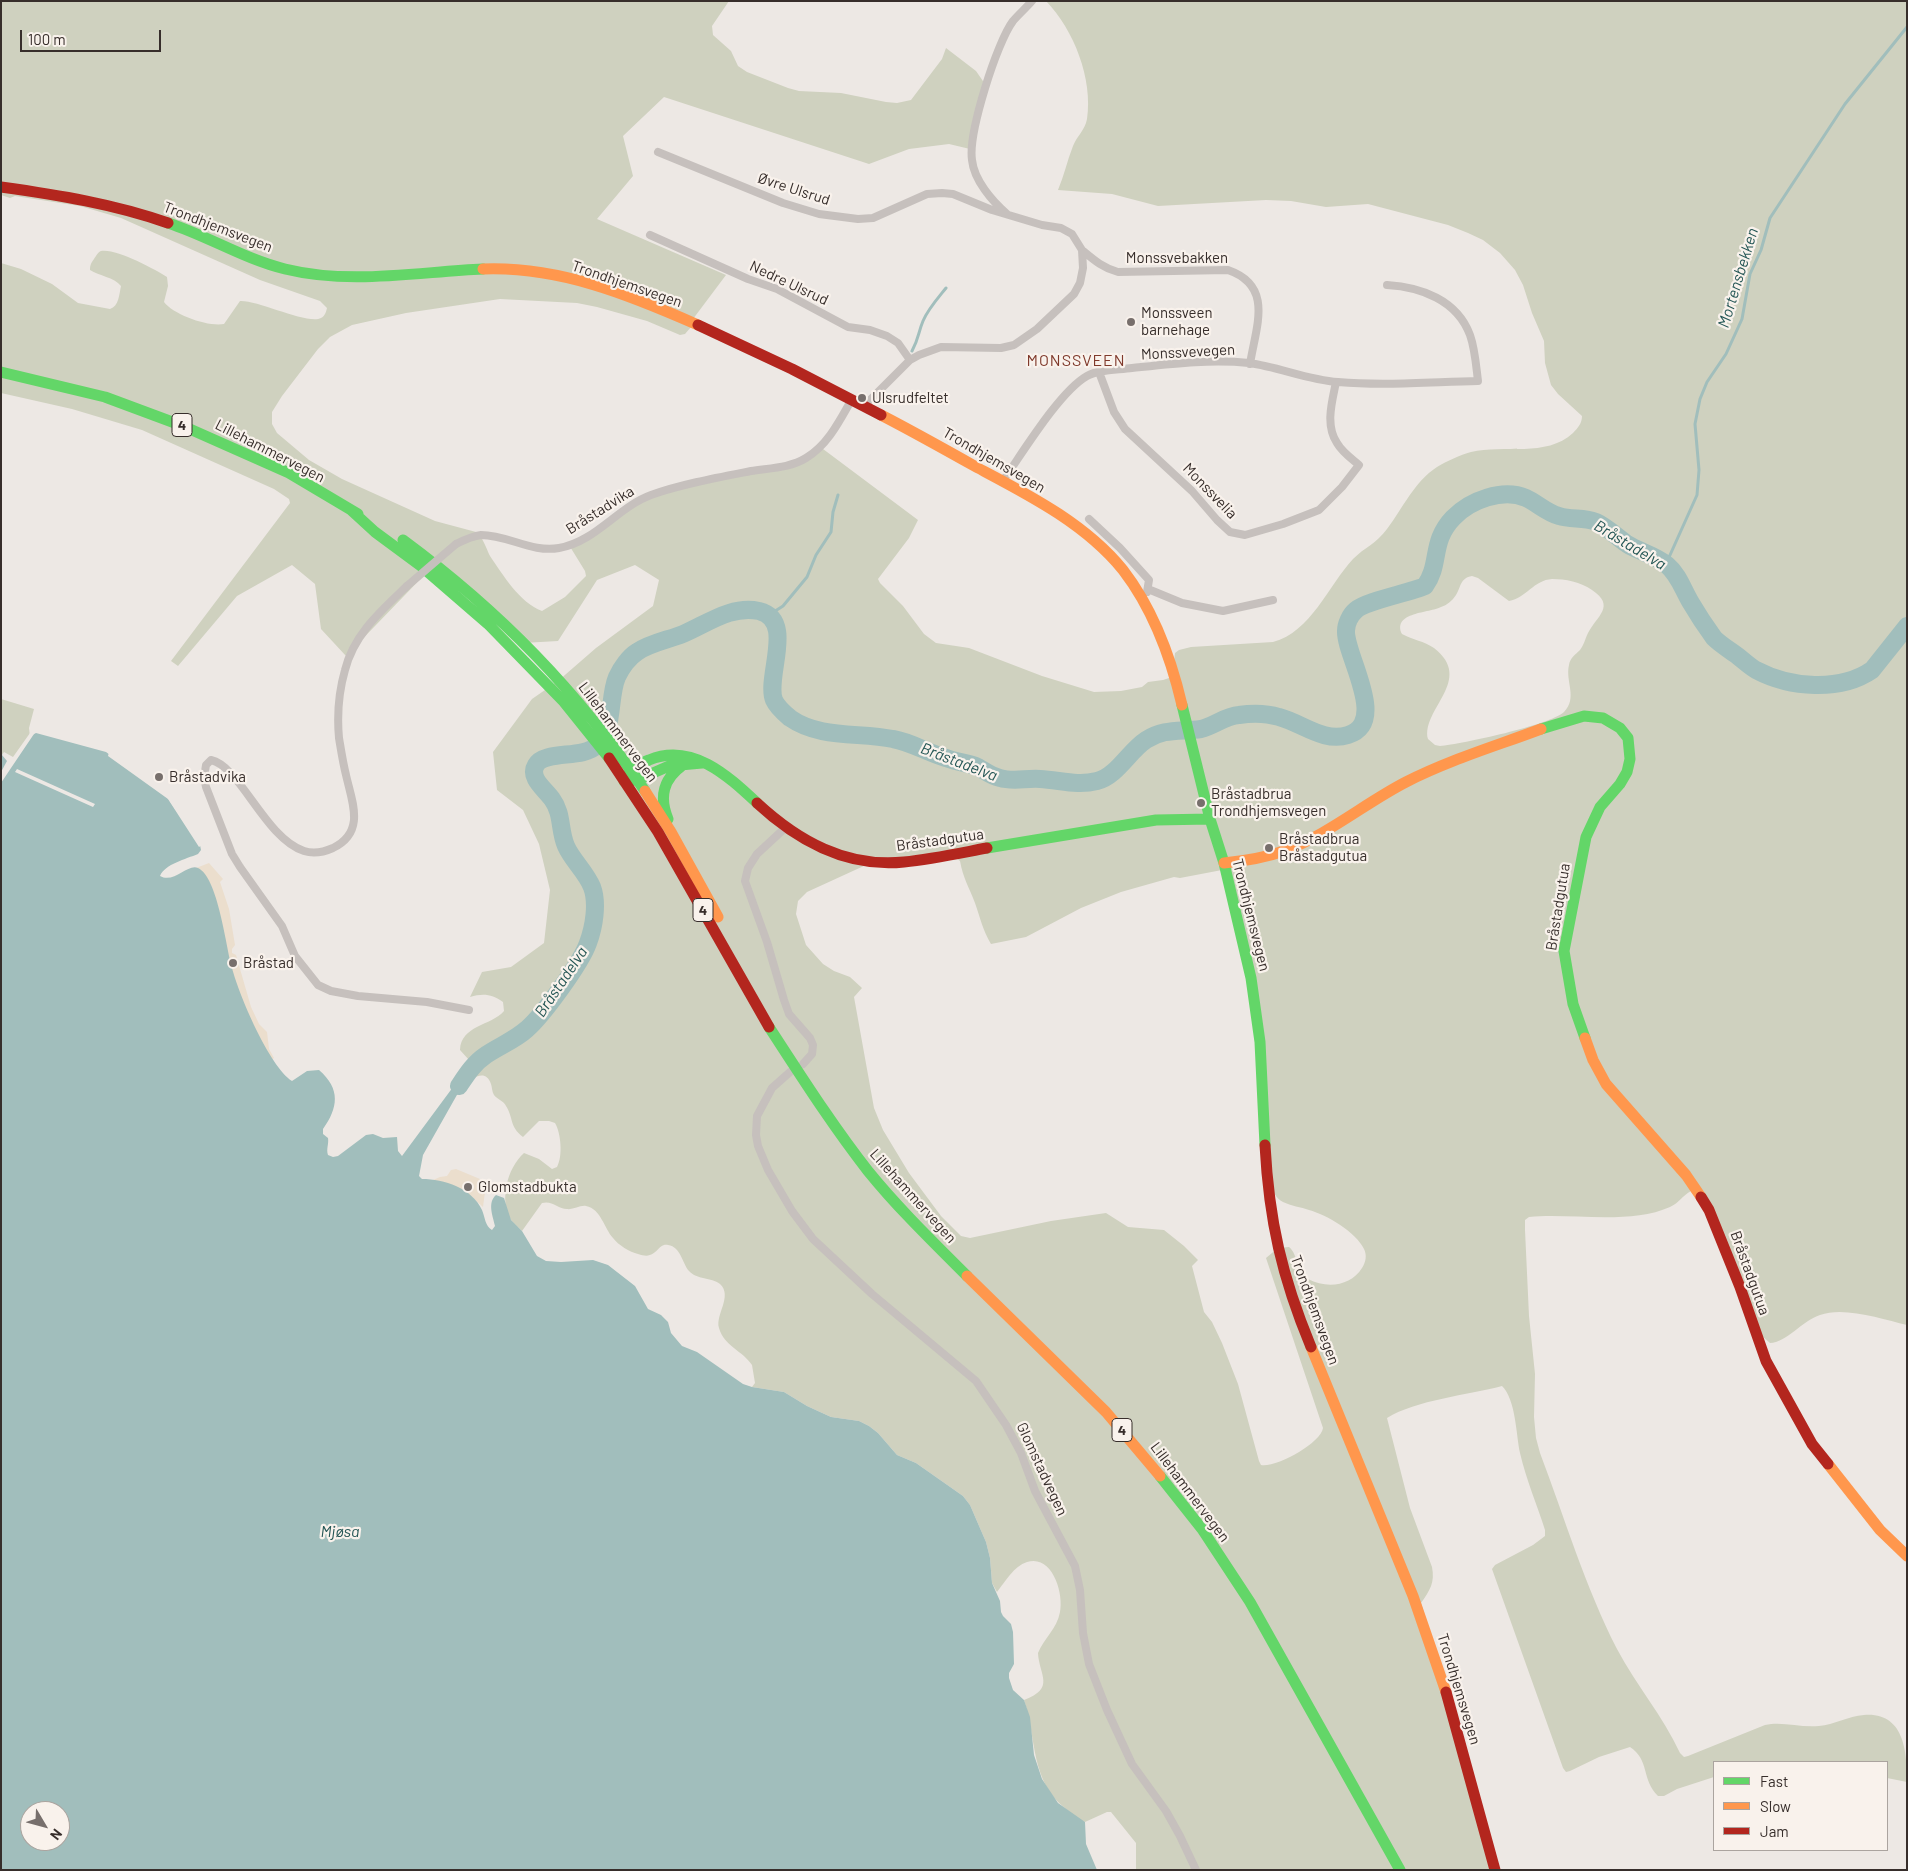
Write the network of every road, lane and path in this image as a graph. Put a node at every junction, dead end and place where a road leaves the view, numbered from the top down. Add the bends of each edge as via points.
1 (1032, 1) edge
2 (658, 152) dead end
3 (1, 187) edge
4 (1008, 215) junction
5 (650, 235) dead end
6 (1082, 250) junction
7 (1387, 285) dead end
8 (910, 360) junction
9 (1250, 364) junction
10 (1, 372) edge
11 (1099, 372) junction
12 (1336, 382) junction
13 (852, 398) junction
14 (864, 406) junction
15 (1002, 482) junction
16 (1089, 520) dead end
17 (1148, 589) junction
18 (1142, 600) junction
19 (1273, 600) dead end
20 (615, 758) junction
21 (702, 763) junction
22 (683, 765) junction
23 (630, 769) junction
24 (637, 780) junction
25 (624, 781) junction
26 (1210, 818) junction
27 (785, 828) junction
28 (683, 853) junction
29 (1224, 863) junction
30 (469, 1010) dead end
31 (780, 1040) junction
32 (803, 1064) dead end
33 (790, 1072) dead end
34 (1907, 1556) edge
35 (1196, 1870) edge
36 (1400, 1870) edge
37 (1495, 1870) edge

1 - 4 street via 1013,21 997,53 981,99 972,143 976,172 994,202
2 - 4 street, Øvre Ulsrud via 818,214 872,218 939,192 953,194
3 - 13 main road, Trondhjemsvegen via 128,210 175,225 283,269 306,273 353,276 488,269 558,276 661,309 740,343
4 - 6 street, Øvre Ulsrud via 1061,228 1072,234
5 - 8 street, Nedre Ulsrud via 777,290 848,327 887,336 898,343
6 - 8 street via 1083,268 1074,294 1038,329 1014,345 1001,348 940,347
6 - 9 street, Monssvebakken via 1108,270 1118,272 1228,270 1241,274 1258,295 1259,309
7 - 12 street, Monssvevegen via 1418,289 1443,301 1456,312 1470,334 1478,381
8 - 14 street
9 - 11 street, Monssvevegen via 1165,364
9 - 12 street, Monssvevegen
10 - 20 main road, Lillehammervegen / 4 via 105,397 183,426 289,473 351,510 456,596 568,699
11 - 12 street, Monssvelia via 1114,412 1125,429 1192,490 1230,532 1245,535 1319,510 1359,465 1337,444 1332,432 1330,411
11 - 15 street, Monssvevegen via 1088,375 1071,389
13 - 14 main road, Trondhjemsvegen
13 - 30 street, Bråstadvika, bridge via 825,442 805,459 653,494 562,548 535,547 481,535 468,538 456,544 407,586 366,628 350,653 345,669 340,738 354,824 341,844 321,852 306,852 292,846 269,824 218,761 211,760 206,765 204,778 225,840 282,926 295,956 318,985 330,991 358,996 427,1002
14 - 15 main road, Trondhjemsvegen
15 - 18 main road, Trondhjemsvegen via 1080,530 1114,560
16 - 17 street via 1149,580
17 - 18 street
17 - 19 street via 1182,603 1223,611
18 - 26 main road, Trondhjemsvegen via 1156,625 1177,684
20 - 23 main road, Lillehammervegen / 4
20 - 25 main road, Lillehammervegen / 4
21 - 22 main road
21 - 23 main road, Bråstadgutua via 686,755 662,755
21 - 27 main road, Bråstadgutua via 728,777
22 - 24 main road via 669,766
22 - 28 main road via 665,783 662,802
23 - 24 main road, Lillehammervegen / 4
23 - 25 main road
24 - 25 main road
24 - 28 main road, Lillehammervegen / 4
25 - 31 main road, Lillehammervegen / 4 via 689,885 761,1014
26 - 27 main road, Bråstadgutua via 1149,821 904,862 848,858 824,850
26 - 29 main road, Trondhjemsvegen
27 - 32 street via 757,854 748,868 745,881 789,1014 813,1045 812,1054
28 - 31 main road, Lillehammervegen / 4
29 - 34 main road, Bråstadgutua via 1248,861 1284,850 1322,833 1428,771 1557,723 1584,716 1603,718 1620,728 1628,738 1630,759 1620,784 1600,807 1586,837 1564,950 1573,1004 1581,1028 1606,1084 1686,1175 1709,1210 1766,1361 1812,1444 1880,1530
29 - 37 main road, Trondhjemsvegen via 1256,1006 1268,1189 1280,1258 1295,1308 1406,1579 1444,1684
31 - 36 main road, Lillehammervegen / 4 via 844,1140 897,1204 1106,1412 1181,1500 1250,1602
33 - 35 street, Glomstadvegen via 772,1088 757,1116 758,1146 778,1189 813,1239 872,1294 976,1381 1006,1425 1035,1491 1075,1566 1089,1664 1107,1710 1128,1758 1166,1812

# # #

**EXERCISE OBJECTIVE**
Pictures stay out of the copy, while everything else in the records above goes in exactly as written.

**TASK SOLUTION**
Write the network of every road, lane and path in this image as a graph. Put a node at every junction, dead end and place where a road leaves the view, numbered from the top down. Add the bends of each edge as via points.
1 (1032, 1) edge
2 (658, 152) dead end
3 (1, 187) edge
4 (1008, 215) junction
5 (650, 235) dead end
6 (1082, 250) junction
7 (1387, 285) dead end
8 (910, 360) junction
9 (1250, 364) junction
10 (1, 372) edge
11 (1099, 372) junction
12 (1336, 382) junction
13 (852, 398) junction
14 (864, 406) junction
15 (1002, 482) junction
16 (1089, 520) dead end
17 (1148, 589) junction
18 (1142, 600) junction
19 (1273, 600) dead end
20 (615, 758) junction
21 (702, 763) junction
22 (683, 765) junction
23 (630, 769) junction
24 (637, 780) junction
25 (624, 781) junction
26 (1210, 818) junction
27 (785, 828) junction
28 (683, 853) junction
29 (1224, 863) junction
30 (469, 1010) dead end
31 (780, 1040) junction
32 (803, 1064) dead end
33 (790, 1072) dead end
34 (1907, 1556) edge
35 (1196, 1870) edge
36 (1400, 1870) edge
37 (1495, 1870) edge

1 - 4 street via 1013,21 997,53 981,99 972,143 976,172 994,202
2 - 4 street, Øvre Ulsrud via 818,214 872,218 939,192 953,194
3 - 13 main road, Trondhjemsvegen via 128,210 175,225 283,269 306,273 353,276 488,269 558,276 661,309 740,343
4 - 6 street, Øvre Ulsrud via 1061,228 1072,234
5 - 8 street, Nedre Ulsrud via 777,290 848,327 887,336 898,343
6 - 8 street via 1083,268 1074,294 1038,329 1014,345 1001,348 940,347
6 - 9 street, Monssvebakken via 1108,270 1118,272 1228,270 1241,274 1258,295 1259,309
7 - 12 street, Monssvevegen via 1418,289 1443,301 1456,312 1470,334 1478,381
8 - 14 street
9 - 11 street, Monssvevegen via 1165,364
9 - 12 street, Monssvevegen
10 - 20 main road, Lillehammervegen / 4 via 105,397 183,426 289,473 351,510 456,596 568,699
11 - 12 street, Monssvelia via 1114,412 1125,429 1192,490 1230,532 1245,535 1319,510 1359,465 1337,444 1332,432 1330,411
11 - 15 street, Monssvevegen via 1088,375 1071,389
13 - 14 main road, Trondhjemsvegen
13 - 30 street, Bråstadvika, bridge via 825,442 805,459 653,494 562,548 535,547 481,535 468,538 456,544 407,586 366,628 350,653 345,669 340,738 354,824 341,844 321,852 306,852 292,846 269,824 218,761 211,760 206,765 204,778 225,840 282,926 295,956 318,985 330,991 358,996 427,1002
14 - 15 main road, Trondhjemsvegen
15 - 18 main road, Trondhjemsvegen via 1080,530 1114,560
16 - 17 street via 1149,580
17 - 18 street
17 - 19 street via 1182,603 1223,611
18 - 26 main road, Trondhjemsvegen via 1156,625 1177,684
20 - 23 main road, Lillehammervegen / 4
20 - 25 main road, Lillehammervegen / 4
21 - 22 main road
21 - 23 main road, Bråstadgutua via 686,755 662,755
21 - 27 main road, Bråstadgutua via 728,777
22 - 24 main road via 669,766
22 - 28 main road via 665,783 662,802
23 - 24 main road, Lillehammervegen / 4
23 - 25 main road
24 - 25 main road
24 - 28 main road, Lillehammervegen / 4
25 - 31 main road, Lillehammervegen / 4 via 689,885 761,1014
26 - 27 main road, Bråstadgutua via 1149,821 904,862 848,858 824,850
26 - 29 main road, Trondhjemsvegen
27 - 32 street via 757,854 748,868 745,881 789,1014 813,1045 812,1054
28 - 31 main road, Lillehammervegen / 4
29 - 34 main road, Bråstadgutua via 1248,861 1284,850 1322,833 1428,771 1557,723 1584,716 1603,718 1620,728 1628,738 1630,759 1620,784 1600,807 1586,837 1564,950 1573,1004 1581,1028 1606,1084 1686,1175 1709,1210 1766,1361 1812,1444 1880,1530
29 - 37 main road, Trondhjemsvegen via 1256,1006 1268,1189 1280,1258 1295,1308 1406,1579 1444,1684
31 - 36 main road, Lillehammervegen / 4 via 844,1140 897,1204 1106,1412 1181,1500 1250,1602
33 - 35 street, Glomstadvegen via 772,1088 757,1116 758,1146 778,1189 813,1239 872,1294 976,1381 1006,1425 1035,1491 1075,1566 1089,1664 1107,1710 1128,1758 1166,1812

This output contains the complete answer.